The Fruit Bats started off early with "The Ruminant Band," which sounded like an update of '70s AM Gold. With jangly guitars, Eric D. Jonson's high, winding voice and what someone nearby referred to as "Velvet Underground drone," this is the sound of beardy and pleasant post-folk.

The five-piece out of Chicago/Portland drew mostly from its fourth album, 2009's Ruminant Band, in a set that mixed pedal steel, a little surf guitar and laid-back indie sensibilities. The band drew out the songs, allowing easy-going country shuffles such as "The Blessed Breeze" to move from Guster earthiness into a mini-Broken Social Scene tornado.

Johnson closed the show solo with "Singing Joy to the World," a pretty, wistful song with storyteller details that the crowd loved.
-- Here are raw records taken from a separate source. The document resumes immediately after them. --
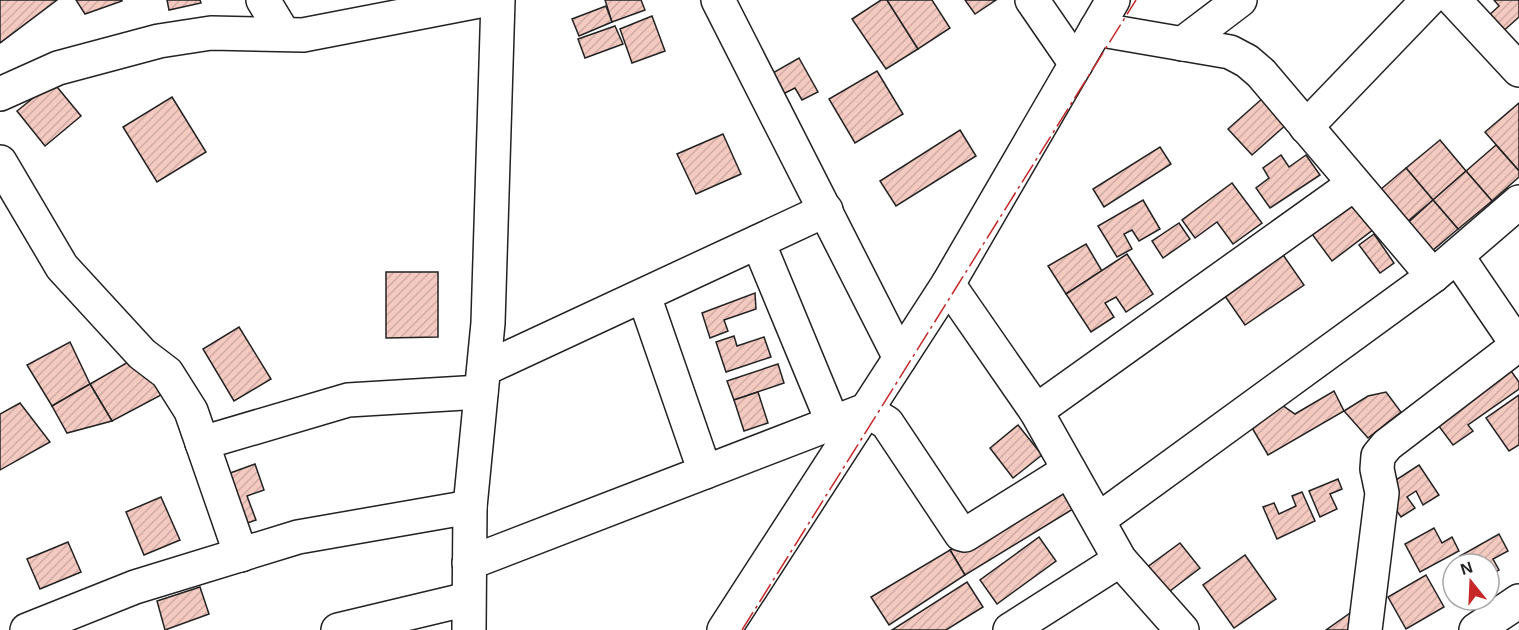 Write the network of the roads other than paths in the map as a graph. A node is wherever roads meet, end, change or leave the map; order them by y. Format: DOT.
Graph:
graph roads {
  1 [pos="263,0"];
  2 [pos="484,0"];
  3 [pos="498,0"];
  4 [pos="718,0"];
  5 [pos="1032,0"];
  6 [pos="1113,0"];
  7 [pos="1240,0"];
  8 [pos="1428,0"];
  9 [pos="1454,0"];
  10 [pos="1096,29"];
  11 [pos="283,33"];
  12 [pos="1182,44"];
  13 [pos="1076,64"];
  14 [pos="1519,70"];
  15 [pos="0,94"];
  16 [pos="1306,127"];
  17 [pos="0,162"];
  18 [pos="1354,184"];
  19 [pos="1519,202"];
  20 [pos="826,210"];
  21 [pos="758,242"];
  22 [pos="1445,266"];
  23 [pos="948,284"];
  24 [pos="644,296"];
  25 [pos="1519,345"];
  26 [pos="900,358"];
  27 [pos="483,380"];
  28 [pos="866,410"];
  29 [pos="1036,411"];
  30 [pos="833,423"];
  31 [pos="202,443"];
  32 [pos="1069,470"];
  33 [pos="705,472"];
  34 [pos="470,507"];
  35 [pos="1098,520"];
  36 [pos="241,555"];
  37 [pos="1120,560"];
  38 [pos="469,563"];
  39 [pos="468,614"];
  40 [pos="1514,614"];
  41 [pos="739,622"];
  42 [pos="27,630"];
  43 [pos="338,630"];
  44 [pos="1010,630"];
  45 [pos="1182,630"];
  46 [pos="1365,630"];
  47 [pos="1476,630"];
  1 -- 11 [label="street"];
  2 -- 11 [label="street"];
  3 -- 27 [label="street"];
  4 -- 20 [label="street"];
  5 -- 13 [label="street"];
  6 -- 10 [label="street"];
  7 -- 12 [label="street"];
  8 -- 16 [label="street"];
  9 -- 14 [label="street"];
  10 -- 12 [label="street"];
  10 -- 13 [label="street"];
  11 -- 15 [label="street"];
  12 -- 16 [label="street"];
  13 -- 23 [label="street"];
  16 -- 18 [label="street"];
  17 -- 31 [label="street"];
  18 -- 22 [label="street"];
  18 -- 29 [label="street"];
  19 -- 22 [label="street"];
  20 -- 21 [label="street"];
  20 -- 26 [label="street"];
  21 -- 24 [label="street"];
  21 -- 30 [label="street"];
  22 -- 25 [label="street"];
  22 -- 35 [label="street"];
  23 -- 26 [label="street"];
  23 -- 29 [label="street"];
  24 -- 27 [label="street"];
  24 -- 33 [label="street"];
  25 -- 46 [label="street"];
  26 -- 28 [label="street"];
  27 -- 31 [label="street"];
  27 -- 34 [label="street"];
  28 -- 30 [label="street"];
  28 -- 32 [label="street"];
  28 -- 41 [label="street"];
  29 -- 32 [label="street"];
  30 -- 33 [label="street"];
  31 -- 36 [label="street"];
  32 -- 35 [label="street"];
  33 -- 38 [label="street"];
  34 -- 36 [label="street"];
  34 -- 38 [label="street"];
  35 -- 37 [label="street"];
  36 -- 42 [label="street"];
  37 -- 44 [label="street"];
  37 -- 45 [label="street"];
  38 -- 39 [label="street"];
  39 -- 43 [label="street"];
  40 -- 47 [label="street"];
} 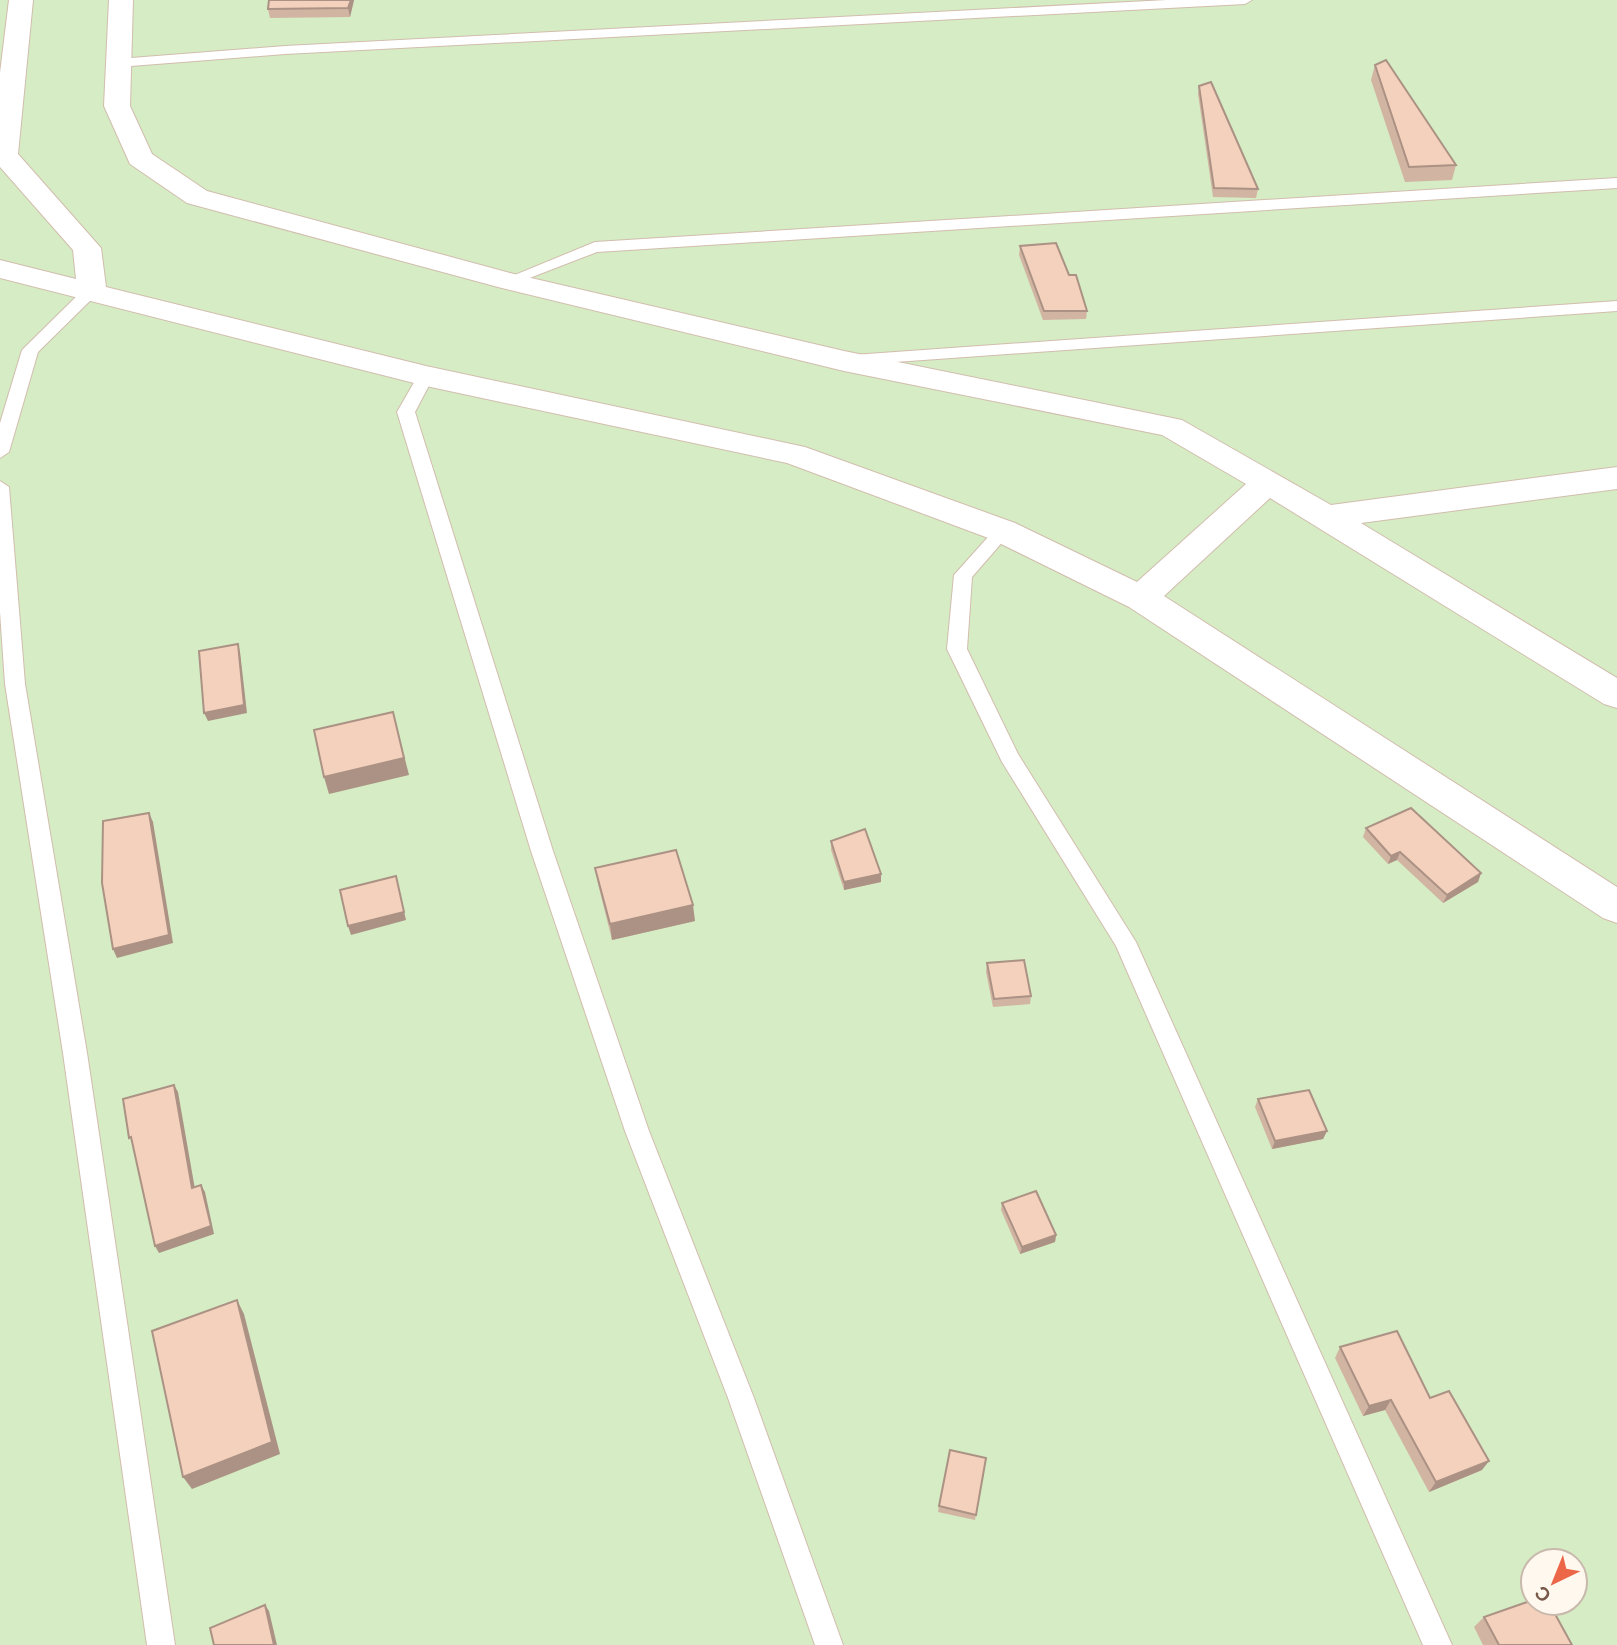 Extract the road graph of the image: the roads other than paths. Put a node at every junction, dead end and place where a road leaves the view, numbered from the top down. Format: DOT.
graph roads {
  1 [pos="21,0"];
  2 [pos="121,0"];
  3 [pos="1245,0"];
  4 [pos="118,63"];
  5 [pos="1617,183"];
  6 [pos="0,270"];
  7 [pos="508,281"];
  8 [pos="92,290"];
  9 [pos="1617,306"];
  10 [pos="844,361"];
  11 [pos="426,376"];
  12 [pos="0,452"];
  13 [pos="1617,478"];
  14 [pos="1268,482"];
  15 [pos="0,487"];
  16 [pos="1326,517"];
  17 [pos="1003,531"];
  18 [pos="1141,598"];
  19 [pos="1617,695"];
  20 [pos="1617,907"];
  21 [pos="161,1645"];
  22 [pos="829,1645"];
  23 [pos="1438,1645"];
  1 -- 8 [label="street"];
  2 -- 4 [label="street"];
  3 -- 4 [label="lane"];
  4 -- 7 [label="street"];
  5 -- 7 [label="lane"];
  6 -- 8 [label="street"];
  7 -- 10 [label="street"];
  8 -- 11 [label="street"];
  8 -- 12 [label="lane"];
  9 -- 10 [label="lane"];
  10 -- 14 [label="street"];
  11 -- 17 [label="street"];
  11 -- 22 [label="lane"];
  13 -- 16 [label="street"];
  14 -- 16 [label="street"];
  14 -- 18 [label="street"];
  15 -- 21 [label="lane"];
  16 -- 19 [label="street"];
  17 -- 18 [label="street"];
  17 -- 23 [label="lane"];
  18 -- 20 [label="street"];
}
For fans of indie folk, no matter the decade or genre the band is sampling, there's no substitute for good lines -- and Johnson delivered.

Fruit Bats setlist:
Primi (Primitive Man)
Rumi (The Ruminant Band)
Goosey (Tegucigalpa)
Canyon (Canyon Girl)
When U Love Somebody
Bitta
Blessed (The Blessed Breeze)
Union (Union Blanket)
Wharf

Flamingo
Unusual (My Unusual Friend)
Singing Joy to the World (Eric Johnson solo) (not on written set list)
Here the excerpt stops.